The number one reason federal employees fail in a critical job duty—and therefore leave themselves open to being disciplined on performance grounds—is simple disinterest in making the effort to succeed, federal supervisors said in a survey conducted by the MSPB.
An employee “not interested in doing the necessary work to succeed” was cited as a cause to some extent or to a great extent by 74 percent of supervisors in a 2016 survey who had had a subordinate who failed what in performance evaluation terms is called a “critical element” of the job. Second most common, cited by 59 percent, was that the employee was not suited for that particular type of job.
Both of those factors “can often be a result of poor selection choices for the position,” said a white paper that reflected some observations of a recent MSPB newsletter article. It said that in the survey, of employees who agreed that their job made good use of their abilities, 84 percent said that they were inspired to do their best work; in contrast, of those who disagreed about the use of their abilities, only 24 percent said they were inspired to do their best work.
Agencies can help both employees and themselves, it said, by making clear in the hiring process the personal characteristics the job requires—such as whether they enjoy working with the public.
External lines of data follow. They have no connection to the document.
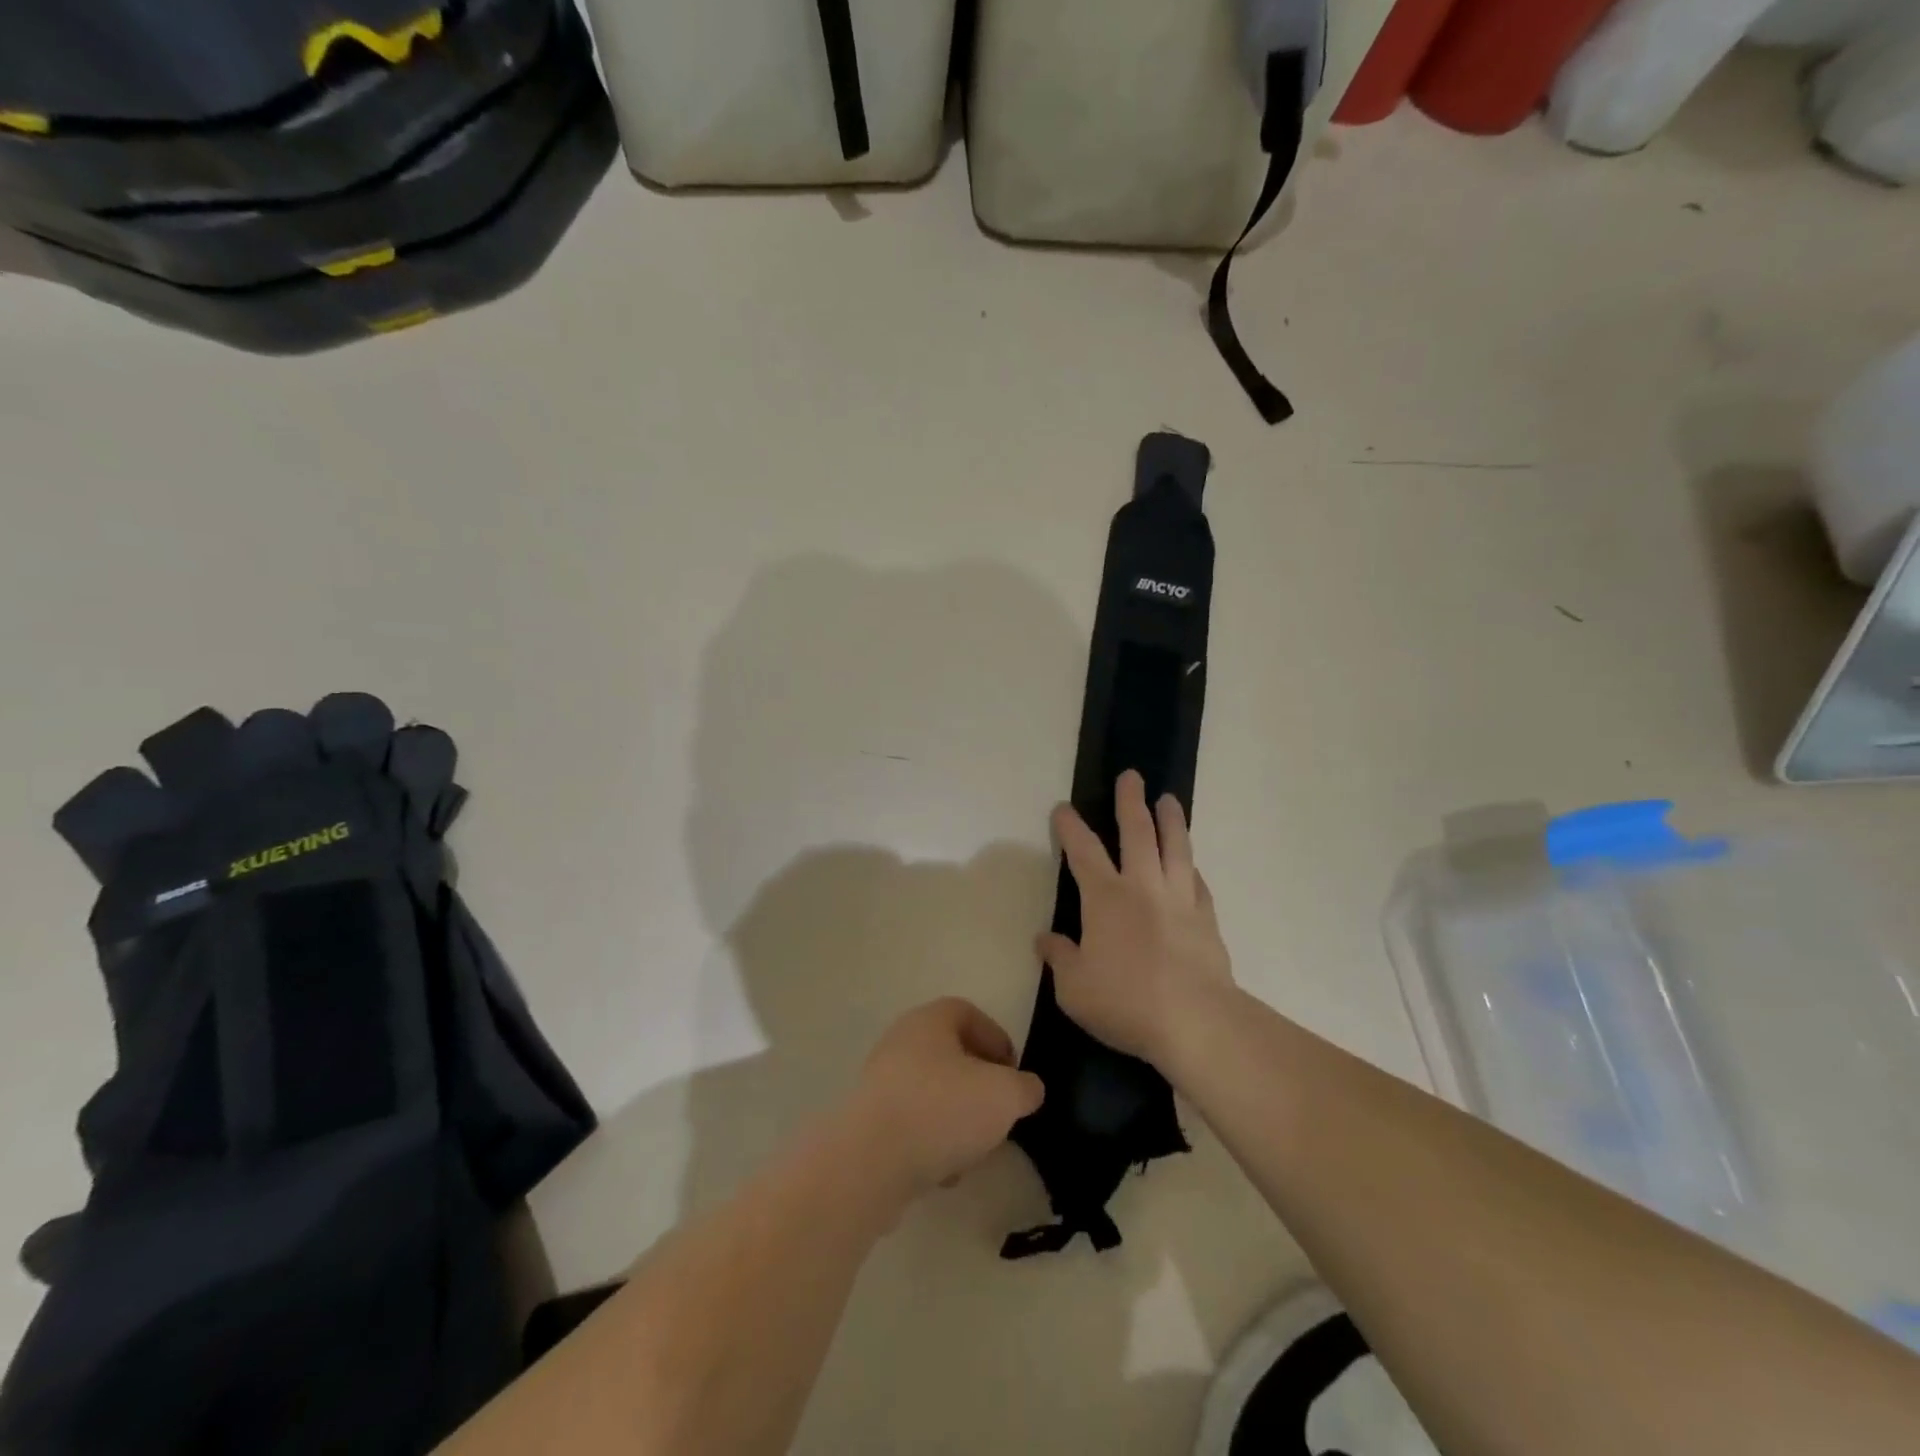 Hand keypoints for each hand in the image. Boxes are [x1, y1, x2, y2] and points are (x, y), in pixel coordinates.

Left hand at [844, 998, 1045, 1197]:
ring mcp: (880, 1081)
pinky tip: (944, 1173)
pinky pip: (911, 1125)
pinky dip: (931, 1144)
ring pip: (933, 1094)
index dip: (997, 1041)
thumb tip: (1026, 1089)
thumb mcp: (1004, 1095)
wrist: (869, 1163)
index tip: (1014, 1076)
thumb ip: (1025, 1088)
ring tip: (974, 1152)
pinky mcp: (868, 1121)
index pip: (969, 1014)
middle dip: (979, 1087)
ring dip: (957, 1120)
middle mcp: (901, 1042)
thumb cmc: (941, 1110)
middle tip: (998, 1115)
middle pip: (951, 1056)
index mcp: (930, 1021)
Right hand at [1039, 770, 1235, 1066]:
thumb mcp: (1074, 988)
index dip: (1071, 828)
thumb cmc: (1125, 1002)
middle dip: (1130, 802)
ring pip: (1175, 848)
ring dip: (1171, 820)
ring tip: (1169, 799)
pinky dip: (1191, 868)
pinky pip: (1198, 883)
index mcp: (1105, 898)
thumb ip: (1060, 958)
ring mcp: (1179, 900)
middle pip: (1137, 833)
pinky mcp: (1206, 919)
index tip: (1063, 808)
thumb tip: (1045, 939)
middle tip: (1131, 776)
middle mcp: (1142, 887)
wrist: (1195, 1021)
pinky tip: (1192, 865)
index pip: (1083, 852)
Following those two, the most common reasons for failing in an important element of the job were that the employee was distracted by personal matters and that the employee engaged in misconduct, such as being AWOL or being abusive toward coworkers or customers.
The least commonly cited reasons for failure among the possibilities listed on the survey were that the employee lacked the needed resources or tools, that the employee was the target of an intrapersonal work conflict, or that the employee was given more work than he or she could handle.